According to DeWitt, Hatch chile is, like almost all green chile in the state, a catchall term for a number of varieties of pepper developed and standardized by New Mexico State University. These include Big Jim, Sandia and Joe E. Parker peppers, which should be familiar to anyone who has ever stood in a roasting line.
All these varieties owe their existence to one Dr. Fabian Garcia. He worked in the early part of last century to standardize the disparate kinds of heirloom New Mexican chiles into a form with consistent shape and predictable heat. His hybridized pepper invention, the New Mexico No. 9, was such a success that it grew to dominate the state’s culinary landscape and eventually formed the basis for most of the varieties of chile sold today.

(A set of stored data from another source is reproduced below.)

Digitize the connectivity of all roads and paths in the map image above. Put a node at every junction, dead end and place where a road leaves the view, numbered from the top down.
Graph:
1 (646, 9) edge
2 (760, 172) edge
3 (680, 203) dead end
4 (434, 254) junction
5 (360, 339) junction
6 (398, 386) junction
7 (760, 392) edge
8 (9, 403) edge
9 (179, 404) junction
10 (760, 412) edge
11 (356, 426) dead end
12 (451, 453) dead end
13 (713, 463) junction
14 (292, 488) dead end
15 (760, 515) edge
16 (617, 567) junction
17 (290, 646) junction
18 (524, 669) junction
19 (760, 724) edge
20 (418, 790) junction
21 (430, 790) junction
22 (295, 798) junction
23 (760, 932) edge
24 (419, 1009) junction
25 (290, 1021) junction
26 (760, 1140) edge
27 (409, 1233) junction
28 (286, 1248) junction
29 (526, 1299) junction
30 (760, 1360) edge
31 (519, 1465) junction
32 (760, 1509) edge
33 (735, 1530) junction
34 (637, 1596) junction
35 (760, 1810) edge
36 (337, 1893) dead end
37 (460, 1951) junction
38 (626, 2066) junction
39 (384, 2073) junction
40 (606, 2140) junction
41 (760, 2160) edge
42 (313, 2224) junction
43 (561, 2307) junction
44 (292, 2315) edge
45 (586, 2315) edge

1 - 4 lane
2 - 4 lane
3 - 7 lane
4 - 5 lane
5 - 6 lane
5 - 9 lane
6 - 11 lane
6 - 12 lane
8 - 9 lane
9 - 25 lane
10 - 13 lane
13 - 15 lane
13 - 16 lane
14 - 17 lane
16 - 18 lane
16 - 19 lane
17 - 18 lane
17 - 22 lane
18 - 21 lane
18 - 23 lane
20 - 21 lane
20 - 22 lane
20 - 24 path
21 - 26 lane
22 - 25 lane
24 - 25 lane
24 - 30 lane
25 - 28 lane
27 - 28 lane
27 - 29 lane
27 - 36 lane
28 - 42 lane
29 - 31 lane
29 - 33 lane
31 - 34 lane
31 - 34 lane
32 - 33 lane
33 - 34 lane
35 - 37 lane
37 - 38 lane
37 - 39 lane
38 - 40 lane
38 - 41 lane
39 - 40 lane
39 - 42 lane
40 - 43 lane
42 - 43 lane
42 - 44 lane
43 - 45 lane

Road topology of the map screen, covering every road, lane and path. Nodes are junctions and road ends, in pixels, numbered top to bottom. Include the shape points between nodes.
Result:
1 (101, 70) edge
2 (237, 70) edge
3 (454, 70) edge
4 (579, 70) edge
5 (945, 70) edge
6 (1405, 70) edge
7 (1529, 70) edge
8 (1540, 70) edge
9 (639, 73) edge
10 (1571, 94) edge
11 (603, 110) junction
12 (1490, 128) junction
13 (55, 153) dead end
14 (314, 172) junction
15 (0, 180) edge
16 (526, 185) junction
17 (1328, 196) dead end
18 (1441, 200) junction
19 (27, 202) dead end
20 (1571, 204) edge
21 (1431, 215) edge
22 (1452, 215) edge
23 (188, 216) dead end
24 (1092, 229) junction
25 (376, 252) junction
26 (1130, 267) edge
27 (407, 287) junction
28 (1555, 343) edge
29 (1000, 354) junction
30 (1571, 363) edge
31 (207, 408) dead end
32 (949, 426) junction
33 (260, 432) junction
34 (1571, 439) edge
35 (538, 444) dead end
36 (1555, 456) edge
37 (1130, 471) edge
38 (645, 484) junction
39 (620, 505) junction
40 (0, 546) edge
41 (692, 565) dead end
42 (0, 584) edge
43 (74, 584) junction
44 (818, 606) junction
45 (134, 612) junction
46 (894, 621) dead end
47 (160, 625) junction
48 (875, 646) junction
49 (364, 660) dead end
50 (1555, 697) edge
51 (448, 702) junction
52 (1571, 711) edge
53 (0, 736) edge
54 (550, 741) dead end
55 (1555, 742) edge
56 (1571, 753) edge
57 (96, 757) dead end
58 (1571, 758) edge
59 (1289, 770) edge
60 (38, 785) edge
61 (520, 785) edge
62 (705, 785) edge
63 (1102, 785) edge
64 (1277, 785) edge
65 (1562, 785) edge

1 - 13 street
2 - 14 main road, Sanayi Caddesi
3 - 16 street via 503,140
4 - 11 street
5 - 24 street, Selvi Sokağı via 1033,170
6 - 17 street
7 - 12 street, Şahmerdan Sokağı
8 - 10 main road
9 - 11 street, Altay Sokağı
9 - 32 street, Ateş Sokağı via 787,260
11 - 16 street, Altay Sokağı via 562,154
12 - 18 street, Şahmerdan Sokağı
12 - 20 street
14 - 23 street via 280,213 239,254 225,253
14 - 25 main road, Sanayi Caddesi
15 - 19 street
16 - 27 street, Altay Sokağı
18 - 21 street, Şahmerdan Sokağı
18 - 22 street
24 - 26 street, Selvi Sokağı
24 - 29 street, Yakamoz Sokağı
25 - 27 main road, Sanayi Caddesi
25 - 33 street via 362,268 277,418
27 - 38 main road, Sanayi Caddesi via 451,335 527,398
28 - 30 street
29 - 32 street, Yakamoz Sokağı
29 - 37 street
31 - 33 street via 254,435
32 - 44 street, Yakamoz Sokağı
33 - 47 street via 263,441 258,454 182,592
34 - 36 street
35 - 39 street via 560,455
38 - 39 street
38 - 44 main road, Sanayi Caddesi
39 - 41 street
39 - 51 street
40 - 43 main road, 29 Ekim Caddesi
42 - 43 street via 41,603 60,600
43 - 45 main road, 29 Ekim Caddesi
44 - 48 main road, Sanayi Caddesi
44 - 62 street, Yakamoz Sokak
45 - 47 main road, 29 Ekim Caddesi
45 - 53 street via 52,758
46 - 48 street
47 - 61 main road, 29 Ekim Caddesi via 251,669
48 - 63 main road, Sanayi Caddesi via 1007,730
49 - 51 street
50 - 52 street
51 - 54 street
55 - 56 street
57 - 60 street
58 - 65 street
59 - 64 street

But if Hatch chile is really no different than most New Mexico chile, where does the widespread obsession come from?
“It’s because of the festival,” DeWitt explains, referring to the annual Hatch Chile Festival that began in 1971. It was one of the first of its kind in New Mexico and attracts attendees to Hatch from all over the world to this day. The town’s catchy name stuck in people’s minds when they brought bushels of chile back to their out-of-state homes—thus, a myth was born.
“It’s like an urban legend,” DeWitt says. “In fact, there isn’t enough chile grown in tiny Hatch to meet demand for all the places that supposedly sell Hatch chile.” As a result of the insatiable desire for the product and Hatch’s inability to meet the demand, many of the chiles sold under the Hatch name are grown in other parts of New Mexico, and sometimes in states like Texas and Arizona. This makes the phrase “Hatch chile” even more meaningless.
However, DeWitt points out that there are still a few regions in New Mexico producing distinct chiles that are not descended from Dr. Garcia’s New Mexico No. 9. These heirloom chiles are called landraces, a term referring to plants and animals that have developed primarily through natural selection rather than human-induced breeding, and they’re mostly found in northern New Mexico.
“Chimayó has probably the most famous landrace chile,” DeWitt explains. The Chimayó landrace is well-suited to making a delicious red, he says, “but it can be hard to tell if you’re getting the real deal because so much mislabeling goes on.”
If you’re interested in trying New Mexico chile that truly offers something different from the standardized varieties, DeWitt recommends that you skip Hatch and drive to Chimayó and seek out its landrace. Furthermore, he suggests tasting Chimayó red chile alongside a sauce made from one of the NMSU varieties. “I’d be interested to see what people prefer,” he says.